Tags: Excerpts from the Windmill

GRAND RAPIDS, Michigan - The U.S. Navy dispatcher who began directing fighter planes to take off from aircraft carriers at an angle rather than straight of the bow, keeping them out of the ship’s path if they crashed, recently was awarded the Commendation Medal for Meritorious Service for his amazingly simple innovation. All aircraft carriers for decades have been built to incorporate Russell Volkema’s life-saving technique.

Volkema’s innovation soon came to the attention of the Navy’s commanders who wanted to find out why the U.S.S. Essex in the South Pacific during WWII had such success getting fighter planes up quickly and safely. It even prompted a personal visit by Rear Admiral John McCain, the father of the current candidate for the Republican presidential nomination. The U.S. Navy however failed to immediately incorporate the technique in its official protocol although Volkema tried to make it so.

The U.S.S. Essex’ innovation was ‘unofficially’ copied already during WWII by other dispatchers but it took much longer for the U.S. Navy to incorporate structural changes in its aircraft carrier building program.

When he joined the U.S. Navy in 1941, Volkema (now 79) already had his pilot’s license and been training Navy pilots in Kansas before serving aboard the U.S.S. Essex. He found the customary straight take-off of a plane ‘inefficient and unnecessarily dangerous’. Volkema’s innovation also allowed the deck winds to more quickly wash away prop streams, troublesome for following planes. The technique also moved planes that crashed out of the way of the ship, allowing survivors to be rescued instead of being in the way of a ship.
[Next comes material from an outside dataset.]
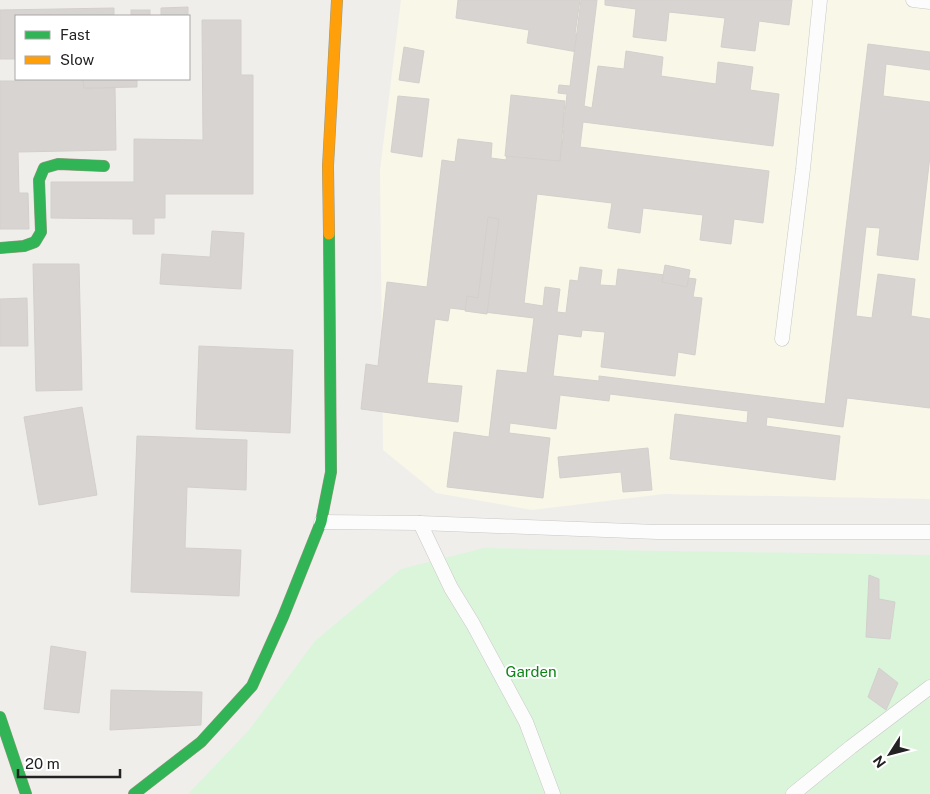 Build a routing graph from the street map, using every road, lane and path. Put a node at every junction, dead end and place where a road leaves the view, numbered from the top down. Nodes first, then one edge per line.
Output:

The legacy of Volkema who made a career as a trial lawyer in Columbus, Ohio before retiring to Western Michigan, likely would have remained buried in archives had it not been for Richard W. Streb’s book, ‘Life and Death Aboard the U.S.S. Essex’. Through Streb’s efforts to gain an official acknowledgement for Volkema’s contributions, the U.S. Navy decided to make good.